___ SUPPLIED RECORDS ___

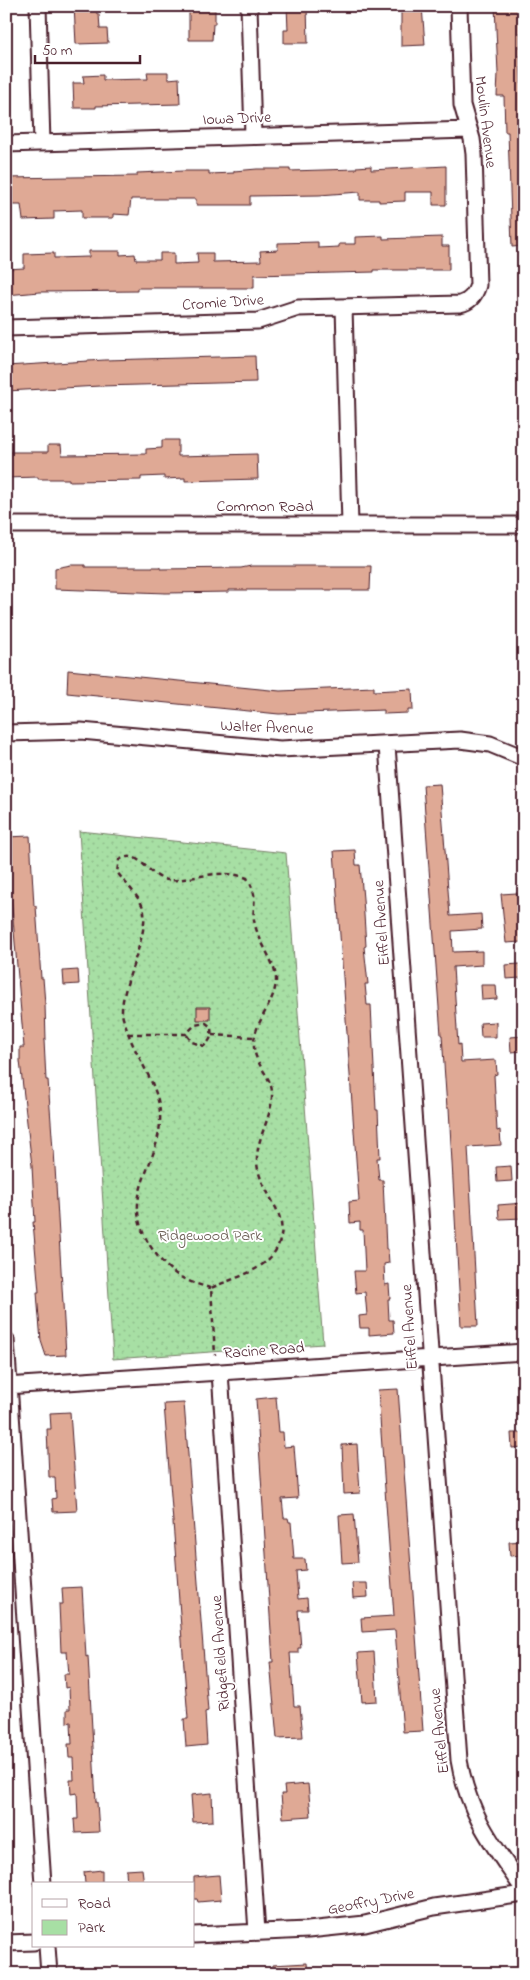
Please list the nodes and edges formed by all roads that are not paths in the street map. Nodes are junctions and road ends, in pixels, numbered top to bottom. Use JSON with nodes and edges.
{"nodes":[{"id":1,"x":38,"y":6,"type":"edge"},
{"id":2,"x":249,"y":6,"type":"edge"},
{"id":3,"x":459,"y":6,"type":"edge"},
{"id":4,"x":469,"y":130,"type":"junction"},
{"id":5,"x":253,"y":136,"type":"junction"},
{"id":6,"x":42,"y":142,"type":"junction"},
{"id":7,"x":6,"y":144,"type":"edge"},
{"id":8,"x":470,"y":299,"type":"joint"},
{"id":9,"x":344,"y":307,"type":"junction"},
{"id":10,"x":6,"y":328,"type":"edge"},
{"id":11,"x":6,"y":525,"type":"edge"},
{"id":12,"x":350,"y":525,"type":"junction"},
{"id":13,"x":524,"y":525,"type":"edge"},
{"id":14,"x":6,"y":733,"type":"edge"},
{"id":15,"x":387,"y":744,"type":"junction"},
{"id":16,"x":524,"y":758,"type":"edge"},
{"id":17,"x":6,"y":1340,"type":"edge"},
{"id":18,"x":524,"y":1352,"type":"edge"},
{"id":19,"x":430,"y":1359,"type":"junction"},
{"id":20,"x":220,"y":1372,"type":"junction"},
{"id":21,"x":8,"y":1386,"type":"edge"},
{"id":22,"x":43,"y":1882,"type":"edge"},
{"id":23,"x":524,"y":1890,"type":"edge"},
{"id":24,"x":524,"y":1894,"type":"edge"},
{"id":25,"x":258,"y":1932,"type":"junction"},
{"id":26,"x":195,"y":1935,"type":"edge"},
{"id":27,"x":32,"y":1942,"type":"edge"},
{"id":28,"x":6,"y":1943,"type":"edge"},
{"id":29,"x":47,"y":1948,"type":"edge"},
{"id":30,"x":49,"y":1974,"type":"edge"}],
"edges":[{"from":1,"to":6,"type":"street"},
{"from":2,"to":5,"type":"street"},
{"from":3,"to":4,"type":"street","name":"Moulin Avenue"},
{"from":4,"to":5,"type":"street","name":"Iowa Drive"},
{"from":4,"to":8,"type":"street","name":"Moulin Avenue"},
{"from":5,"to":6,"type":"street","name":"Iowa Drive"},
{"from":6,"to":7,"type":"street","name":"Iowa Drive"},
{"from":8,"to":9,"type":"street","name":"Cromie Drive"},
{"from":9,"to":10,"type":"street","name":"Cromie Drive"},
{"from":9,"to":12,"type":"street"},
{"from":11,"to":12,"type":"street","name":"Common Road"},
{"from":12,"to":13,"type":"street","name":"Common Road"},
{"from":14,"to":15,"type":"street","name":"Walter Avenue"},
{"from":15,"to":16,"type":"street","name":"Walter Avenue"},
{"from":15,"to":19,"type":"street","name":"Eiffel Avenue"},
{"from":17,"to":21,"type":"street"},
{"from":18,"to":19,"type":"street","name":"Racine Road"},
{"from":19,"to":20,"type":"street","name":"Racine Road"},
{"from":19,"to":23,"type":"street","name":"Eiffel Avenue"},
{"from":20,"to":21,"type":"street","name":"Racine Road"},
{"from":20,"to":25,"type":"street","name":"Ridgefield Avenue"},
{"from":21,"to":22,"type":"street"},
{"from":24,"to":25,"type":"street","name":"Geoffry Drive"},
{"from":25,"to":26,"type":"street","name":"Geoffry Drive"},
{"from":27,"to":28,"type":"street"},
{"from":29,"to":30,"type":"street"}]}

___

INSTRUCTIONS FOR THE TASK: Before copying, set the pictures aside; then reproduce each entry above exactly.

TASK ANSWER:
Please list the nodes and edges formed by all roads that are not paths in the street map. Nodes are junctions and road ends, in pixels, numbered top to bottom. Use JSON with nodes and edges.
{"nodes":[{"id":1,"x":38,"y":6,"type":"edge"},
{"id":2,"x":249,"y":6,"type":"edge"},
{"id":3,"x":459,"y":6,"type":"edge"},
{"id":4,"x":469,"y":130,"type":"junction"},
{"id":5,"x":253,"y":136,"type":"junction"},
{"id":6,"x":42,"y":142,"type":"junction"},
{"id":7,"x":6,"y":144,"type":"edge"},
{"id":8,"x":470,"y":299,"type":"joint"},
{"id":9,"x":344,"y":307,"type":"junction"},
{"id":10,"x":6,"y":328,"type":"edge"},
{"id":11,"x":6,"y":525,"type":"edge"},
{"id":12,"x":350,"y":525,"type":"junction"},
{"id":13,"x":524,"y":525,"type":"edge"},
{"id":14,"x":6,"y":733,"type":"edge"},
{"id":15,"x":387,"y":744,"type":"junction"},
{"id":16,"x":524,"y":758,"type":"edge"},
{"id":17,"x":6,"y":1340,"type":"edge"},
{"id":18,"x":524,"y":1352,"type":"edge"},
{"id":19,"x":430,"y":1359,"type":"junction"},
{"id":20,"x":220,"y":1372,"type":"junction"},
{"id":21,"x":8,"y":1386,"type":"edge"},
{"id":22,"x":43,"y":1882,"type":"edge"},
{"id":23,"x":524,"y":1890,"type":"edge"},
{"id":24,"x":524,"y":1894,"type":"edge"},
{"id":25,"x":258,"y":1932,"type":"junction"},
{"id":26,"x":195,"y":1935,"type":"edge"},
{"id":27,"x":32,"y":1942,"type":"edge"},
{"id":28,"x":6,"y":1943,"type":"edge"},
{"id":29,"x":47,"y":1948,"type":"edge"},
{"id":30,"x":49,"y":1974,"type":"edge"}],
"edges":[{"from":1,"to":6,"type":"street"},
{"from":2,"to":5,"type":"street"},
{"from":3,"to":4,"type":"street","name":"Moulin Avenue"},
{"from":4,"to":5,"type":"street","name":"Iowa Drive"},
{"from":4,"to":8,"type":"street","name":"Moulin Avenue"},
{"from":5,"to":6,"type":"street","name":"Iowa Drive"},
{"from":6,"to":7,"type":"street","name":"Iowa Drive"},
{"from":8,"to":9,"type":"street","name":"Cromie Drive"},
{"from":9,"to":10,"type":"street","name":"Cromie Drive"},
{"from":9,"to":12,"type":"street"},
{"from":11,"to":12,"type":"street","name":"Common Road"},
{"from":12,"to":13,"type":"street","name":"Common Road"},
{"from":14,"to":15,"type":"street","name":"Walter Avenue"},
{"from":15,"to":16,"type":"street","name":"Walter Avenue"},
{"from":15,"to":19,"type":"street","name":"Eiffel Avenue"},
{"from":17,"to":21,"type":"street"},
{"from":18,"to":19,"type":"street","name":"Racine Road"},
{"from":19,"to":20,"type":"street","name":"Racine Road"},
{"from":19,"to":23,"type":"street","name":"Eiffel Avenue"},
{"from":20,"to":21,"type":"street","name":"Racine Road"},
{"from":20,"to":25,"type":"street","name":"Ridgefield Avenue"},
{"from":21,"to":22,"type":"street"},
{"from":24,"to":25,"type":"street","name":"Geoffry Drive"},
{"from":25,"to":26,"type":"street","name":"Geoffry Drive"},
{"from":27,"to":28,"type":"street"},
{"from":29,"to":30,"type":"street"}]}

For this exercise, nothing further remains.